I noticed two other things as I read these essays. One was that many of the writers seemed a bit deluded about factors contributing to the October 7th atrocities. This reminded me of the way I used to think about Australia. It is difficult for the descendants of colonisers to accept that the privileges they enjoy were paid for by dispossessed people, yet I am not the only person in Australia who is unwilling to stop living on stolen land.

The second thing I noticed, was that most of the writers had been “cultural Jews” before October 7th, but had quickly hardened into a much stronger Jewish identity. This increased polarisation is the core of what we, on the left, should be resisting, not fomenting.
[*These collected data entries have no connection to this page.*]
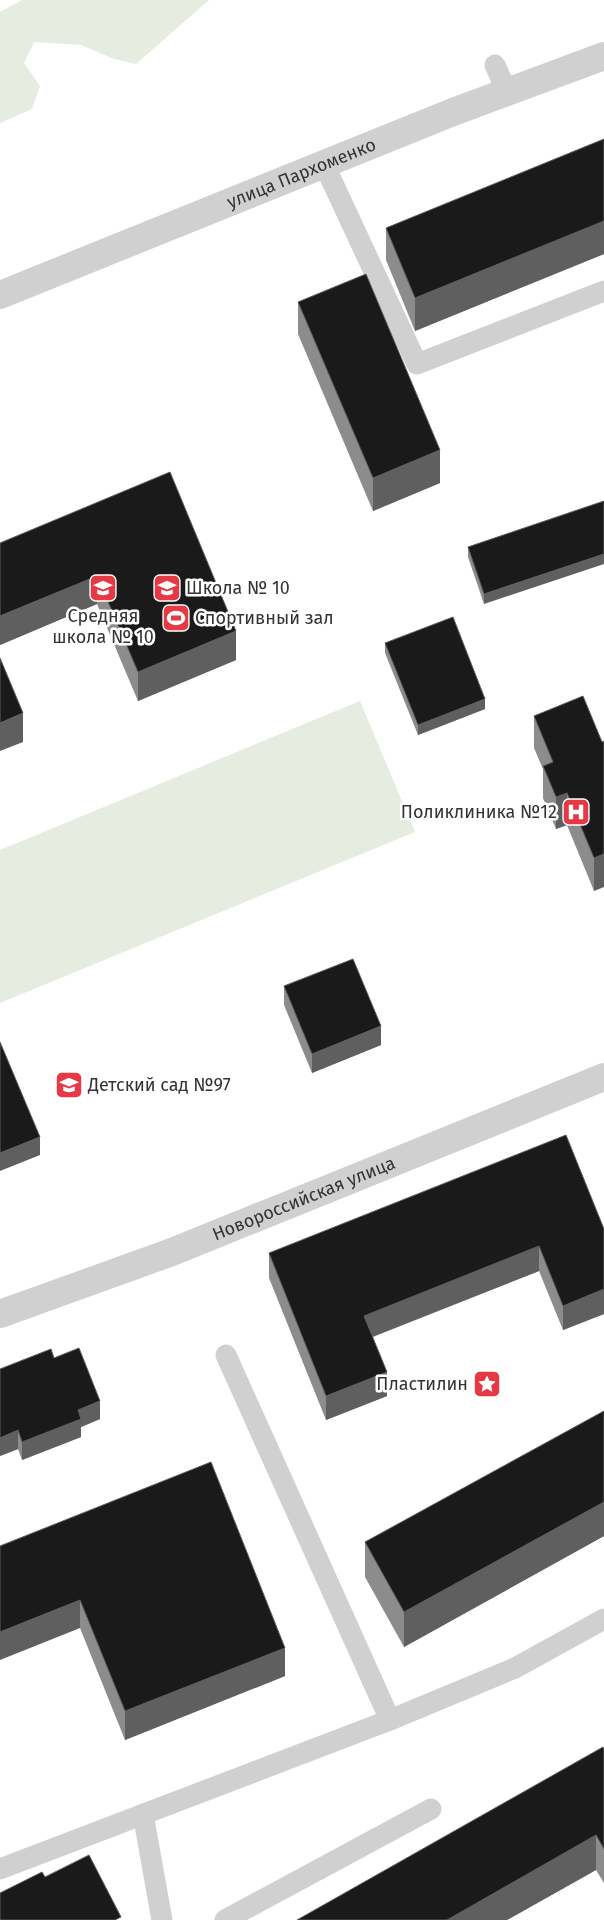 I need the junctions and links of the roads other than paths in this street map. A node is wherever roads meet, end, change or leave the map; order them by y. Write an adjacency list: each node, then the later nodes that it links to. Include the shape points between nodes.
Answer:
1 (604, 56): 3 (street, улица Пархоменко)
2 (495, 65): 3 (lane)
3 (507, 92): 4 (street, улица Пархоменко)
4 (324, 164): 5 (lane, via 418,364); 6 (street, улица Пархоменко)
5 (604, 291)
6 (0, 294)
7 (604, 1077): 8 (street, Новороссийская улица, via 172,1252)
8 (0, 1314)
9 (226, 1355): 11 (lane)
10 (604, 1619): 11 (lane, via 515,1668)
11 (390, 1720): 13 (lane)
12 (431, 1809): 16 (lane)
13 (143, 1814): 14 (lane); 15 (lane)
14 (0, 1869)
15 (162, 1920)
16 (225, 1920) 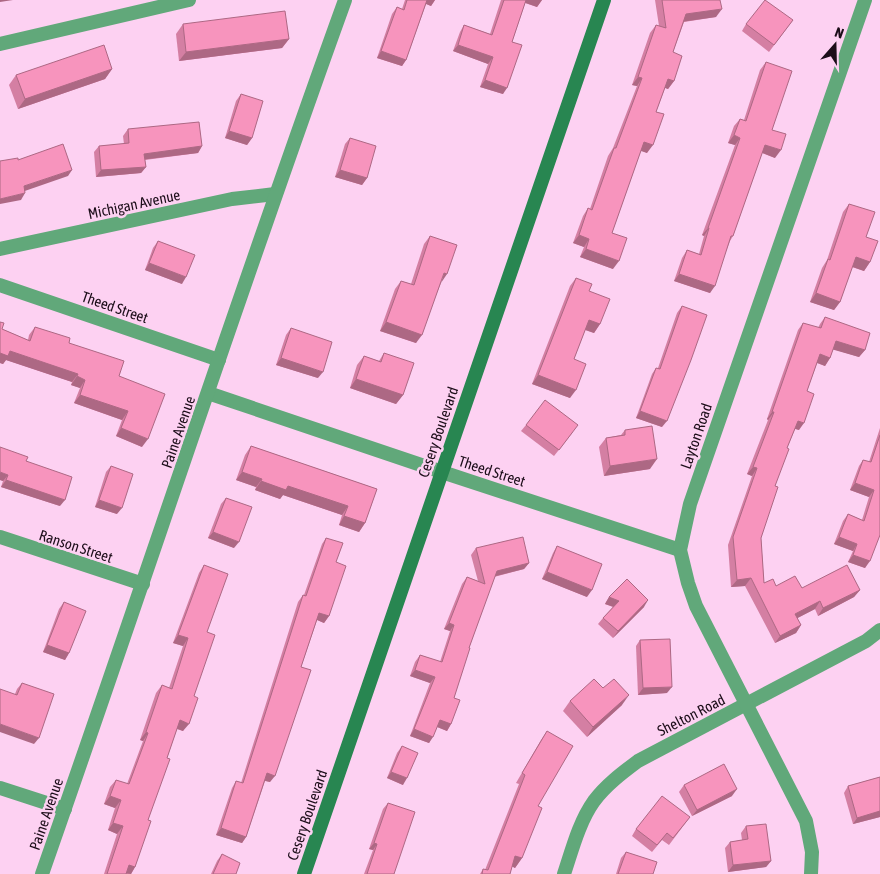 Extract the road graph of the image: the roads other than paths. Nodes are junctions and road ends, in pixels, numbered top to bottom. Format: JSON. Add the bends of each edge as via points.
{"nodes":[{"id":1,"x":189,"y":0,"type":"edge"},
{"id":2,"x":345,"y":0,"type":"edge"},
{"id":3,"x":604,"y":0,"type":"edge"},
{"id":4,"x":865,"y":0,"type":"edge"},
{"id":5,"x":0,"y":44,"type":"edge"},
{"id":6,"x":275,"y":194,"type":"junction"},
{"id":7,"x":0,"y":249,"type":"edge"},
{"id":8,"x":0,"y":285,"type":"edge"},
{"id":9,"x":219,"y":360,"type":"junction"},
{"id":10,"x":208,"y":393,"type":"junction"},
{"id":11,"x":442,"y":472,"type":"junction"},
{"id":12,"x":0,"y":538,"type":"edge"},
{"id":13,"x":680,"y":550,"type":"junction"},
{"id":14,"x":143,"y":584,"type":"junction"},
{"id":15,"x":880,"y":630,"type":"edge"},
{"id":16,"x":747,"y":705,"type":"junction"},
{"id":17,"x":0,"y":788,"type":"edge"},
{"id":18,"x":65,"y":809,"type":"junction"},
{"id":19,"x":42,"y":874,"type":"edge"},
{"id":20,"x":304,"y":874,"type":"edge"},
{"id":21,"x":564,"y":874,"type":"edge"},
{"id":22,"x":811,"y":874,"type":"edge"}],
"edges":[{"from":1,"to":5,"type":"street"},
{"from":2,"to":6,"type":"street","name":"Paine Avenue"},
{"from":3,"to":11,"type":"main road","name":"Cesery Boulevard"},
{"from":4,"to":13,"type":"street","name":"Layton Road","via":[[690,504]]},
{"from":6,"to":7,"type":"street","name":"Michigan Avenue","via":[[232,199]]},
{"from":6,"to":9,"type":"street","name":"Paine Avenue"},
{"from":8,"to":9,"type":"street","name":"Theed Street"},
{"from":9,"to":10,"type":"street","name":"Paine Avenue"},
{"from":10,"to":11,"type":"street","name":"Theed Street"},
{"from":10,"to":14,"type":"street","name":"Paine Avenue"},
{"from":11,"to":13,"type":"street","name":"Theed Street"},
{"from":11,"to":20,"type":"main road","name":"Cesery Boulevard"},
{"from":12,"to":14,"type":"street","name":"Ranson Street"},
{"from":13,"to":16,"type":"street","name":"Layton Road","via":[[696,606]]},
{"from":14,"to":18,"type":"street","name":"Paine Avenue"},
{"from":15,"to":16,"type":"street","name":"Shelton Road","via":[[866,642]]},
{"from":16,"to":21,"type":"street","name":"Shelton Road","via":[[638,761],[615,778],[594,801],[580,826]]},
{"from":16,"to":22,"type":"street","name":"Layton Road","via":[[806,821],[812,852]]},
{"from":17,"to":18,"type":"street"},
{"from":18,"to":19,"type":"street","name":"Paine Avenue"}]}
We are told that we must pick one side, or risk social annihilation, but what if both sides kill babies and small children? We are then forced to choose the side that kills fewer babies. How do we reconcile our choice to actively support a group that kills any babies? We reframe this side into heroic freedom fighters and shout louder so as not to hear the screams of Ariel and Kfir Bibas, or the raped and mutilated girls at the Nova Festival. If you are rightly horrified by images of dead Palestinian children, how is it that the sight of Shani Louk, face down on the back of a ute with four wild-eyed men provokes only sneering dismissal?  If some Israeli innocents are acceptable collateral damage, where does that leave us in our condemnation of violence?  I am not arguing that you must avoid taking sides. It is clear that the worldwide movements in support of Palestine are having a powerful and positive impact on the fortunes of that broken country.  I am arguing that in doing so, your claim to clean hands is hollow, and by attacking, silencing, and rejecting your Jewish friends and colleagues, you are feeding the very racism you claim to oppose.

The people who create and benefit from wars need you to forget that there are individual people on both sides. Take care that you do not help them do their evil work.